### Work to be completed
Within the records below, find each line with the word "Left" and copy it out.

### Data for the task
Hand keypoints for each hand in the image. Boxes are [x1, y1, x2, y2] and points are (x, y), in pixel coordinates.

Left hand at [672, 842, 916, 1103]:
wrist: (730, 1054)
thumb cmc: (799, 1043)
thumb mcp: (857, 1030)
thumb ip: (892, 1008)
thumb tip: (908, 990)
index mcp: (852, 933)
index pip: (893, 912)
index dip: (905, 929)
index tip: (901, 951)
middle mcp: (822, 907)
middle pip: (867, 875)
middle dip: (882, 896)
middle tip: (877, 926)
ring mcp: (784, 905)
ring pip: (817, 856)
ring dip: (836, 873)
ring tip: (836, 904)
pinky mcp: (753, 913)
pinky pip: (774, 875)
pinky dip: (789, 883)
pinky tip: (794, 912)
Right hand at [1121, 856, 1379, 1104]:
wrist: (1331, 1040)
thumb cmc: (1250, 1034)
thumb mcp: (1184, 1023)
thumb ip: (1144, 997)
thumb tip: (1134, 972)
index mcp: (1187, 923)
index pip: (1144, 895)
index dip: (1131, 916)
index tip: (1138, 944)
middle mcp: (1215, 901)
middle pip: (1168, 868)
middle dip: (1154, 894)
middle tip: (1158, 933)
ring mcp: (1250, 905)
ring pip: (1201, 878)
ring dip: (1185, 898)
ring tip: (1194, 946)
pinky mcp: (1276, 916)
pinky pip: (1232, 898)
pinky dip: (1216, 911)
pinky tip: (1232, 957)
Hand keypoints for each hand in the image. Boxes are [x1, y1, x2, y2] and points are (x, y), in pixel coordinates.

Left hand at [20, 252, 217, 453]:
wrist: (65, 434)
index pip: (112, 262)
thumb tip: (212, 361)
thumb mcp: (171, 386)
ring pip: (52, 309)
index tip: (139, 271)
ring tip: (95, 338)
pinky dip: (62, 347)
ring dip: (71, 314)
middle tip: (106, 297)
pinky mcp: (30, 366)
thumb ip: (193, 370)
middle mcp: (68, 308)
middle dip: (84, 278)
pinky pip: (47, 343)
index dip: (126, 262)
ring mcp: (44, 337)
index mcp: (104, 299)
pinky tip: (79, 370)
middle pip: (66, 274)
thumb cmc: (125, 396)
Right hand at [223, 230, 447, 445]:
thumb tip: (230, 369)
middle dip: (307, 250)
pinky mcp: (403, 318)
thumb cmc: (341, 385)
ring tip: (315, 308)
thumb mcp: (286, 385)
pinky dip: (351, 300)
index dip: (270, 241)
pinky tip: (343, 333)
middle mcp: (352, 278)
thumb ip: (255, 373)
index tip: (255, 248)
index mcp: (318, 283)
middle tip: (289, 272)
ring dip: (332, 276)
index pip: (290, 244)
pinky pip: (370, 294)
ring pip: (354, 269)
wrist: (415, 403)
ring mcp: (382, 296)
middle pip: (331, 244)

* * *

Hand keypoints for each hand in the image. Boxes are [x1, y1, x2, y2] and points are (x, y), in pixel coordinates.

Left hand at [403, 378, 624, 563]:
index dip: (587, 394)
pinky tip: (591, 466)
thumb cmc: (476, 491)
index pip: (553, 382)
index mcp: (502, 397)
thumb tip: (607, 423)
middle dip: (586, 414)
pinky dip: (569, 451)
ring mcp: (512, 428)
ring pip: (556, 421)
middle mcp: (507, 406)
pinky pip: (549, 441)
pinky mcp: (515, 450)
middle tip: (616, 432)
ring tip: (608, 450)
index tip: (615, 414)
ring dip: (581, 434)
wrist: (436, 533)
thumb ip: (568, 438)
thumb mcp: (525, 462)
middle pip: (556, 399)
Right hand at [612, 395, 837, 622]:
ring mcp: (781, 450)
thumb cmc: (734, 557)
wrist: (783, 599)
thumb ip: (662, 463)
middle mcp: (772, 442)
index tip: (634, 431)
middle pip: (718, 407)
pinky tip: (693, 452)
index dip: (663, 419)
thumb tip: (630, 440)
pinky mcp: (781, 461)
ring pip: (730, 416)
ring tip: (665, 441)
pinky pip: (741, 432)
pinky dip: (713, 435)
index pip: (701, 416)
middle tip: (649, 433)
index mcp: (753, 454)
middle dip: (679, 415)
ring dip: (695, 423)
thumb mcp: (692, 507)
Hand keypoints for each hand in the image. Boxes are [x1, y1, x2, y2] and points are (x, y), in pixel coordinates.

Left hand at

* * *

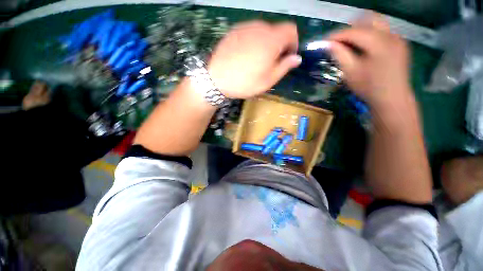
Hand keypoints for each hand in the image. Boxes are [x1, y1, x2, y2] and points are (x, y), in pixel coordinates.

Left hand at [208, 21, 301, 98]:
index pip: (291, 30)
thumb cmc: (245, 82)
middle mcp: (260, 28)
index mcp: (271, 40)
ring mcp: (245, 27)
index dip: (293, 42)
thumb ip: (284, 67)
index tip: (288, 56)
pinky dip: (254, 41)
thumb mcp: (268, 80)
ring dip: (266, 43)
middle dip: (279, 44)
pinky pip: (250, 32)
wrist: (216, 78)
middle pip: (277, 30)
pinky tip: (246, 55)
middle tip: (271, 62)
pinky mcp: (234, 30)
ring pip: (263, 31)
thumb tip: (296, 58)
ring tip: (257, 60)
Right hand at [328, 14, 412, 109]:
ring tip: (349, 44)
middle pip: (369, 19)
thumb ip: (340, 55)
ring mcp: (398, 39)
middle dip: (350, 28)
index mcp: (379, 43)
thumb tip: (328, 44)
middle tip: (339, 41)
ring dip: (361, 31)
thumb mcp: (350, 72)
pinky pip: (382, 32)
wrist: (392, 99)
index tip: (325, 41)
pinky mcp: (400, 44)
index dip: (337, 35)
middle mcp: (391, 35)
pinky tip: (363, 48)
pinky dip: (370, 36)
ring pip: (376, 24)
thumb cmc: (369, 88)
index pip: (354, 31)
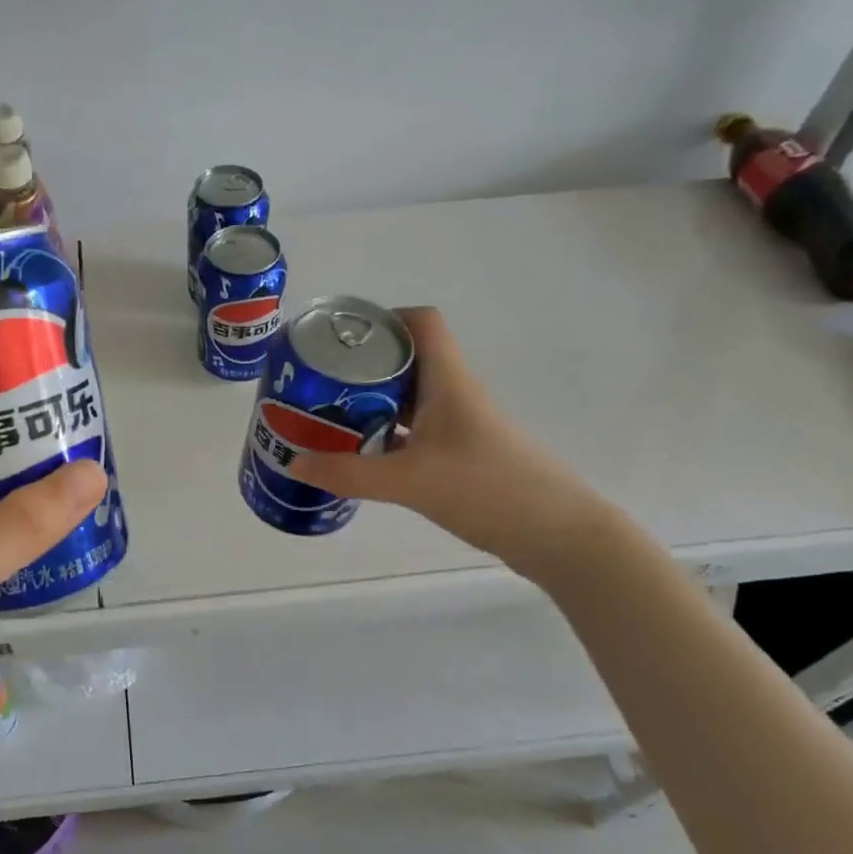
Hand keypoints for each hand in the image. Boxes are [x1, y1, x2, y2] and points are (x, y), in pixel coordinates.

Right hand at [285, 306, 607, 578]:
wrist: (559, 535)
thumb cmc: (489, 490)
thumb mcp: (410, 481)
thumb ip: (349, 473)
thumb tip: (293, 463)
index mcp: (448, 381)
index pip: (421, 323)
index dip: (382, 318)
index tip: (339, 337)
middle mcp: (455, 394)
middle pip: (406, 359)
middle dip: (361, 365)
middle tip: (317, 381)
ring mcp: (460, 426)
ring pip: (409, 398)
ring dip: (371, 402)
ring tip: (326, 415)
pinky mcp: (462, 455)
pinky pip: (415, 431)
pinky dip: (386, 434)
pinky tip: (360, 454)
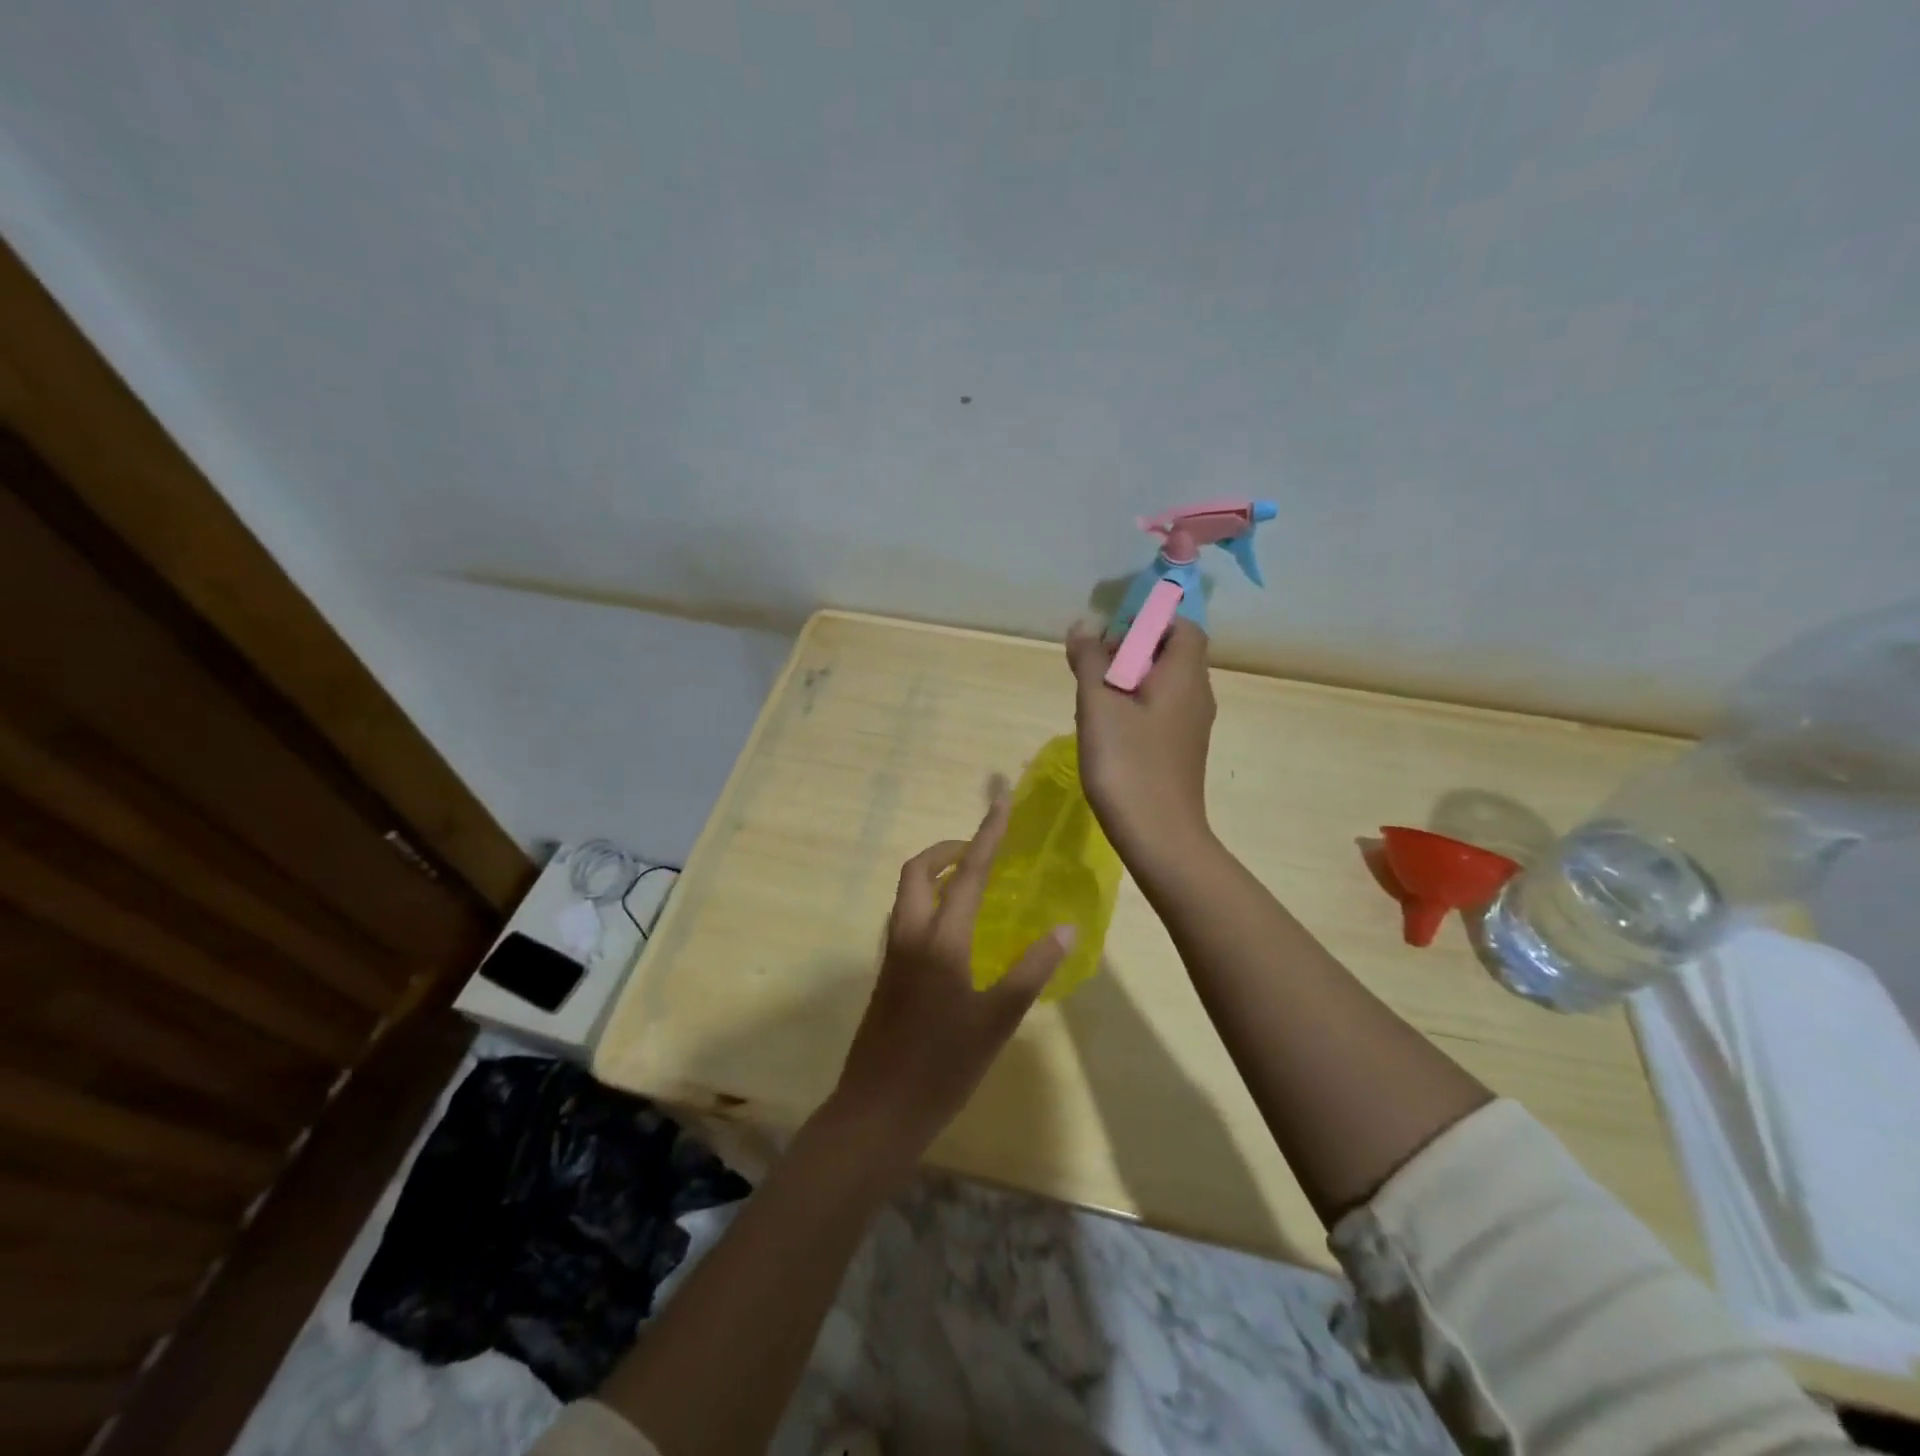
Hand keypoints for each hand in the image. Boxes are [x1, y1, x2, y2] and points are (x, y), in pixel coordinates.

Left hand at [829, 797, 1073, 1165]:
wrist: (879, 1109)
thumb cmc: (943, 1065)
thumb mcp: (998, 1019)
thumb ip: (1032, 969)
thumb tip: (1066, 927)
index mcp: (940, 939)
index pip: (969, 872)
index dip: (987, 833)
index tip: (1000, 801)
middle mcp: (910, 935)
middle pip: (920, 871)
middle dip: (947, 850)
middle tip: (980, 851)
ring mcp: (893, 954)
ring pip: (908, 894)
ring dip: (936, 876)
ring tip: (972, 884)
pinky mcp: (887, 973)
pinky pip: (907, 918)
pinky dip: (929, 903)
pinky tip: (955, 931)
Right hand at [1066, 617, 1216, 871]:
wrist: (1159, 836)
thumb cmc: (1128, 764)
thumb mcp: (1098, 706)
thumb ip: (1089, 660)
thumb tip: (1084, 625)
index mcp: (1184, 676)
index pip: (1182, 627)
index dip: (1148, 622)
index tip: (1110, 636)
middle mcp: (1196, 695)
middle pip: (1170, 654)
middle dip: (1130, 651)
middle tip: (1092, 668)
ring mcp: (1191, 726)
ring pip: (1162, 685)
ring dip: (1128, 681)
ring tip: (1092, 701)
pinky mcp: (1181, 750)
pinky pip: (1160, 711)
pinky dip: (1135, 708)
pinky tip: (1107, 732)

### Task response
Left hand at [672, 842, 916, 1103]:
Left hand at [20, 252, 217, 453]:
Left hand at [403, 378, 624, 563]:
Left hand at
Left hand at [208, 21, 301, 98]:
Left hand at [829, 797, 1073, 1165]:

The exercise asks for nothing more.